Estas consideraciones a lo único que deben llevar es a una utilización prudente por parte del Gobierno del instrumento que tiene en sus manos, que no debe ser empleado, como lo ha sido en demasía, para impugnar un derecho autonómico que no le gustaba, denunciando simples infracciones de las normas competenciales constitucionales. Sin duda debe ser criticada con severidad la utilización por parte del Gobierno nacional, para parar el derecho autonómico que juzga inconveniente, de la facultad que le atribuye el artículo 161.2CE ; pero ello no conlleva su neutralización en supuestos en que el empleo de este precepto es procedente, dada la gravedad de la conducta anticonstitucional a la que se trata de hacer frente.

Desde este punto de vista, el artículo 161.2CE no es una anomalía constitucional cuyo ejercicio ha de minimizarse, sino una baza extraordinaria en manos del Gobierno, como recurso del que este dispone para defender el orden constitucional, como función protectora incluida sin duda en la tarea de dirección del Estado que le confiere el artículo 97 CE.

La cuestión naturalmente es ver si la solicitud del Gobierno frente a la propuesta del Presidente del Parlament encaja dentro de las previsiones del artículo 161.2 CE; y si el Gobierno ha respetado las exigencias formales a las que indudablemente se encuentra sometido este procedimiento de control de constitucionalidad. Pocas dudas caben de que la propuesta del Sr. Torrent es una resolución clara y perfecta, procedente de un órgano autonómico, como resulta de su publicación en la Gaceta de la Generalitat, por más que después quede integrada en el procedimiento de nombramiento del President de la Generalitat, de manera que la propuesta no puede considerarse solo en razón de su condición como acto de trámite, pues tiene por si sóla una configuración separada y por ello controlable en su regularidad.

Desde la perspectiva formal, no hay objeciones oponibles al recurso, pues se identifica con claridad el objeto de la demanda y se aporta la certificación del acuerdo del Consejo de Ministros, acreditándose los correspondientes poderes de representación de quienes actúan ante el Tribunal por el Gobierno. Por tanto, el recurso debió ser admitido a trámite con la generación de los efectos a los que se refieren la propia Constitución y la Ley del Tribunal Constitucional, consistentes en la suspensión provisional de la candidatura del Sr. Puigdemont a la presidencia del Gobierno de la Generalitat. No procede, a mi juicio, la objeción del Consejo de Estado contextualizando la propuesta en un escenario en el que finalmente esta se realizase, cuestión esta irrelevante a los efectos del recurso, que se concentraba en la impugnación de una resolución de propuesta que el Gobierno de la Nación entendía, con la discrecionalidad que le permite la atribución de la facultad de impugnación del artículo 161.2CE de actos anticonstitucionales procedentes de una autoridad autonómica, radicalmente contraria al ordenamiento. Como es obvio, es intrascendente desde el punto de vista jurídico constitucional que el Dictamen del Consejo de Estado objetase el recurso futuro del Gobierno, pues el trámite del Dictamen previo se salva oyendo al alto órgano consultivo, sin necesidad de vincularse a su juicio.

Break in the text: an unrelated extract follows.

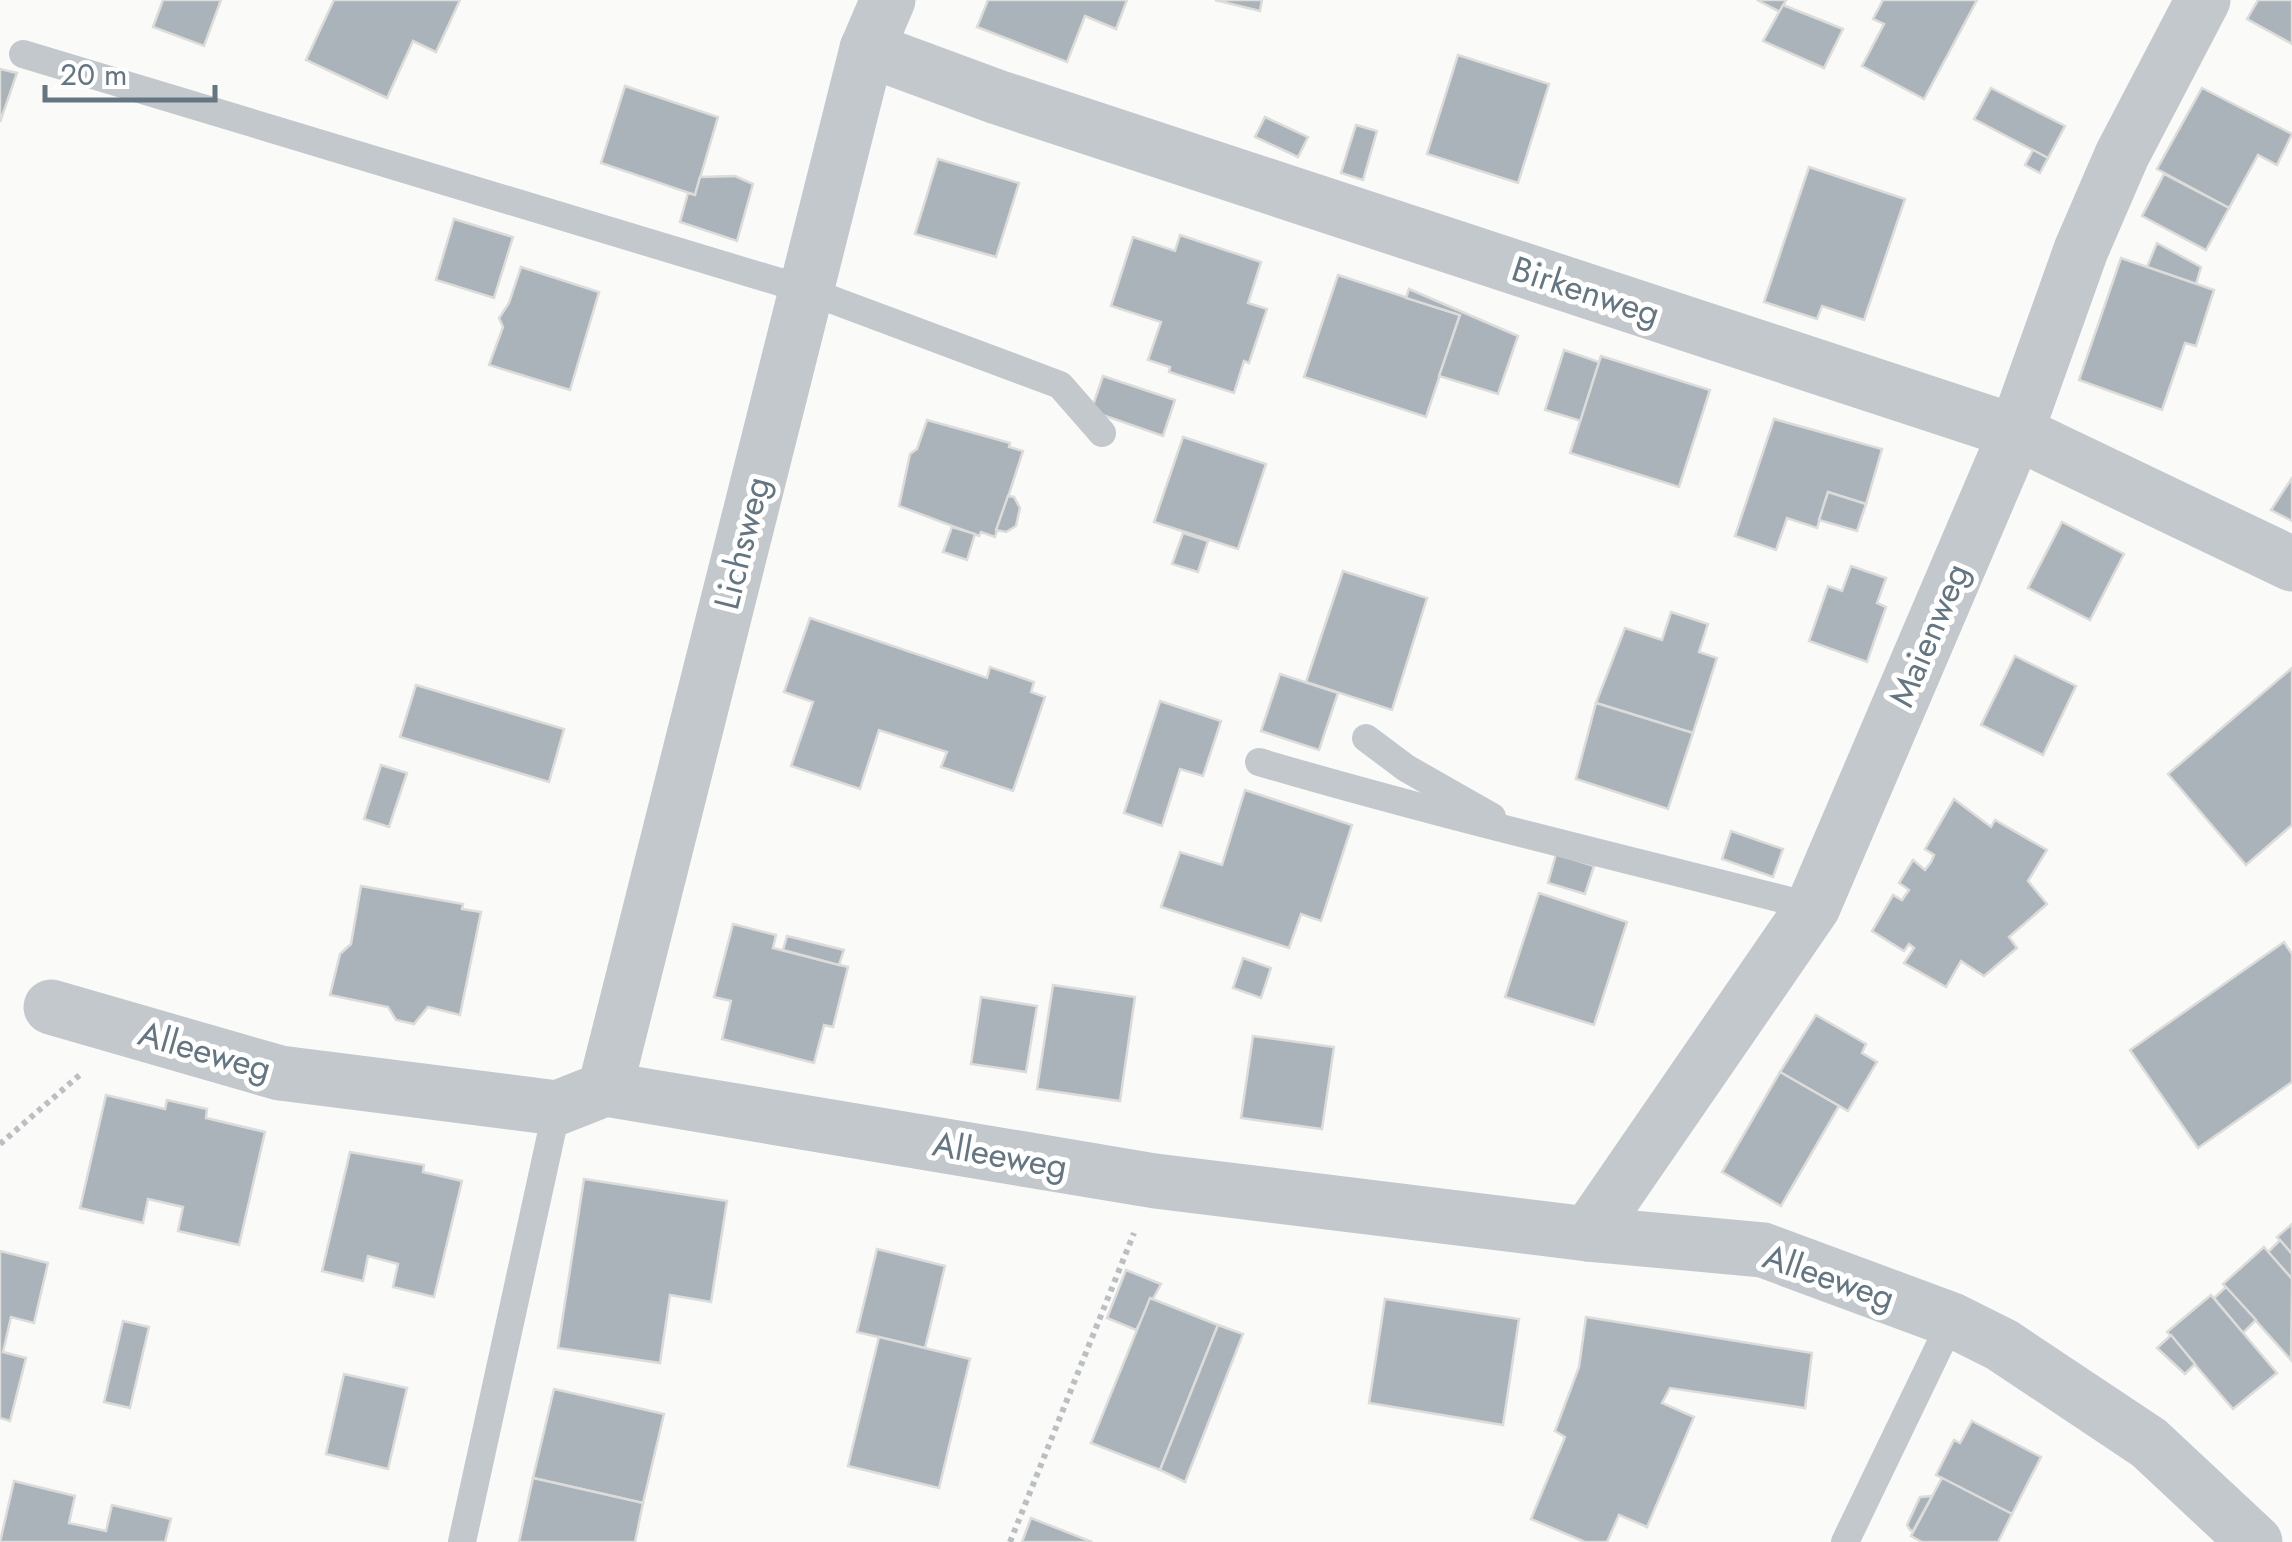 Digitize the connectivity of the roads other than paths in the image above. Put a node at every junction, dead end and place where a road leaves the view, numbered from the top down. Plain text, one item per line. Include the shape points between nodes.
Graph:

Cierto que la opinión de la Comisión Permanente del Consejo de Estado debe forzar al Gobierno a una reflexión adicional sobre la conveniencia de recurrir, y sin duda es un elemento a considerar en su momento por el Tribunal Constitucional, no tanto sobre la admisión del recurso, sino acerca de la resolución del fondo, esto es, la estimación o desestimación del mismo.

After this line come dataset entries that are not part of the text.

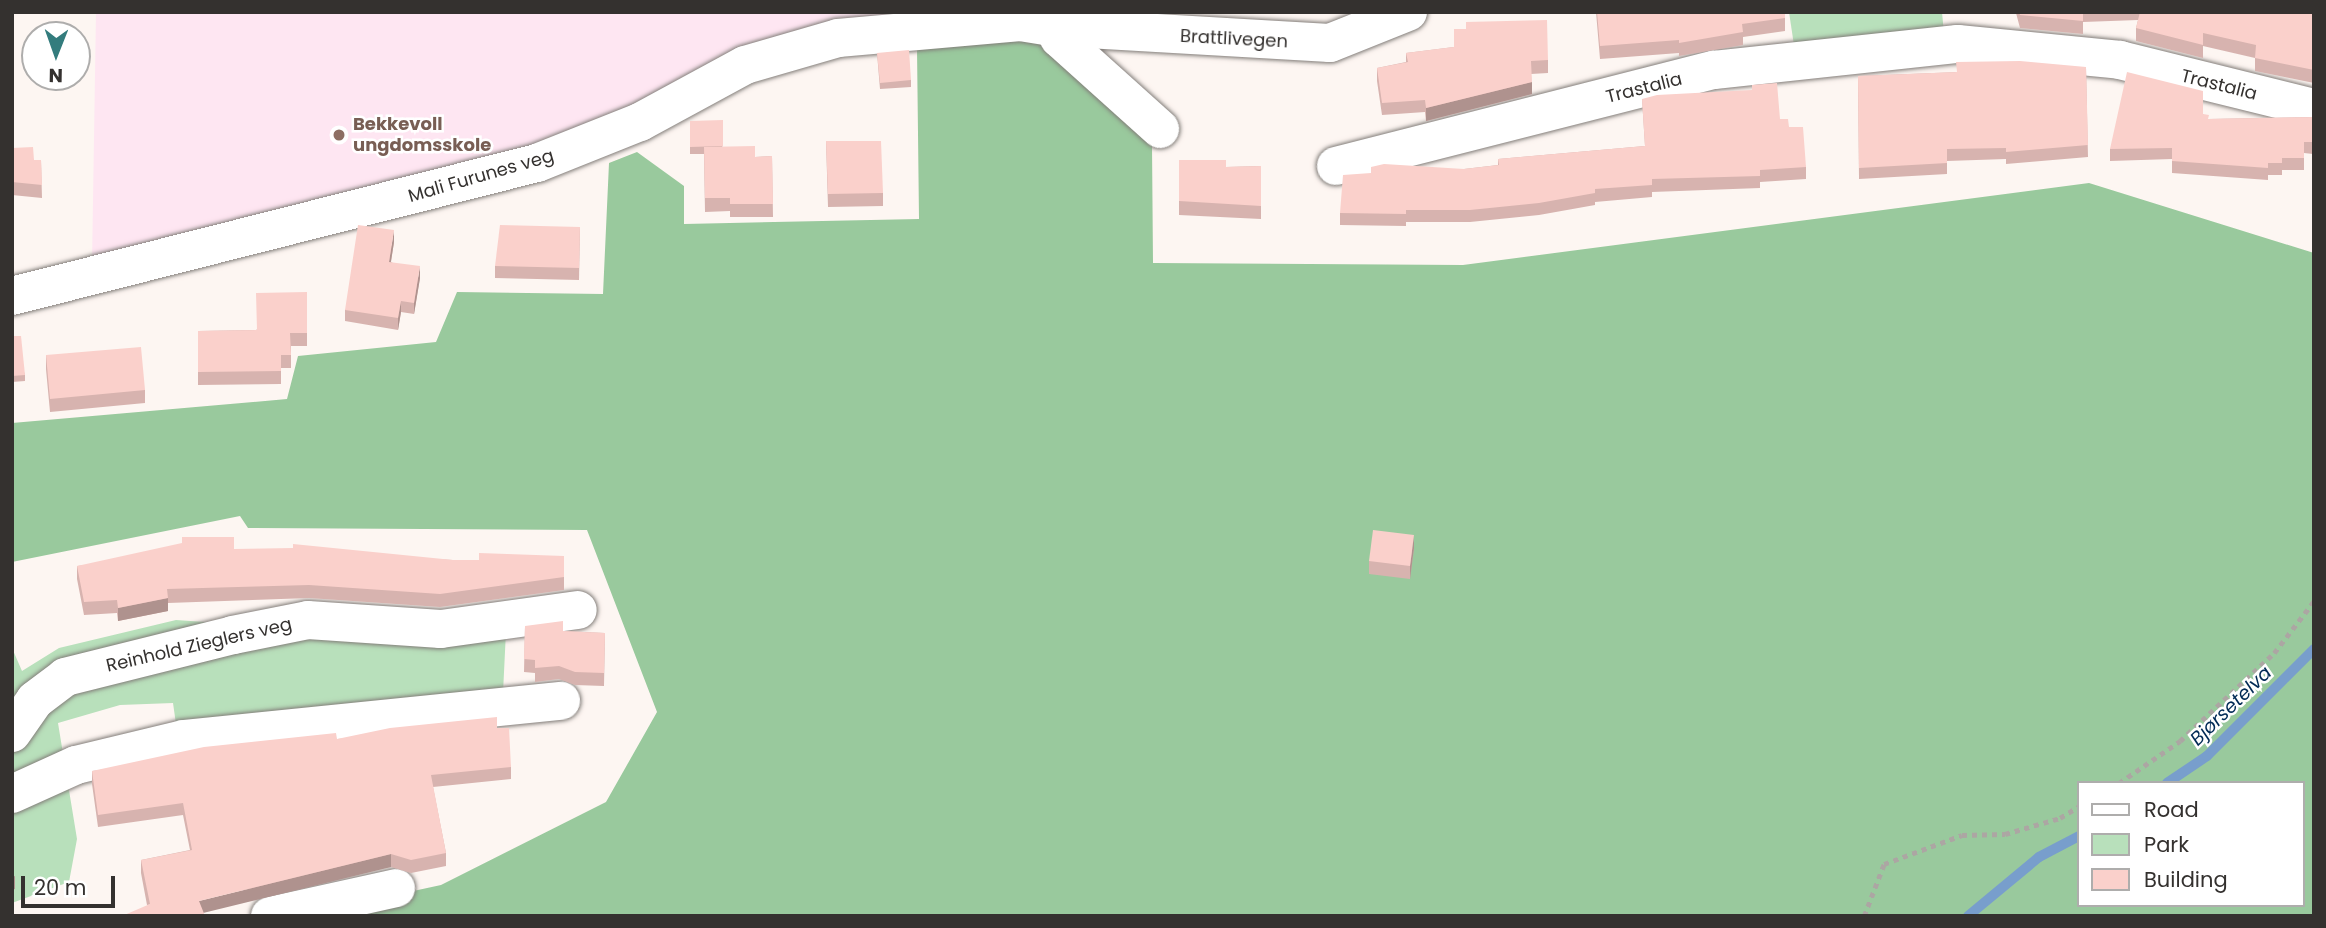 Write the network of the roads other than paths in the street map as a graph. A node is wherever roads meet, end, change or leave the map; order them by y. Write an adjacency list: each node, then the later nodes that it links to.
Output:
1 (1408, 12): 2 (street, Brattlivegen)
2 (1031, 20): 5 (street); 7 (street, Mali Furunes veg)
3 (1956, 28): 4 (street, Trastalia); 6 (street, Trastalia)
4 (2314, 108)
5 (1160, 129)
6 (1336, 166)
7 (12, 296)
8 (578, 610): 10 (street, Reinhold Zieglers veg)
9 (561, 701): 11 (street)
10 (12, 733)
11 (12, 794)
12 (396, 888): 13 (street)
13 (270, 916)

Otra cosa finalmente. Está bien que las decisiones del Tribunal sean adoptadas por unanimidad, si las mismas se basan en la solidez incontestable de su apoyo jurídico. Pero puede ocurrir que el Tribunal solo encuentre el respaldo de una mayoría para fundamentar sus resoluciones. Estas son igualmente válidas, descansen en el voto de la mayoría o sean unánimes. Imponer la unanimidad en los órganos colegiados como es el pleno de un Tribunal supondría conceder a la minoría una capacidad de bloqueo que carece de legitimidad o justificación funcional algunas.

Juan José Solozábal

Catedrático

Juan José Solozabal es catedrático de Derecho Constitucional en la Universidad Autónoma de Madrid.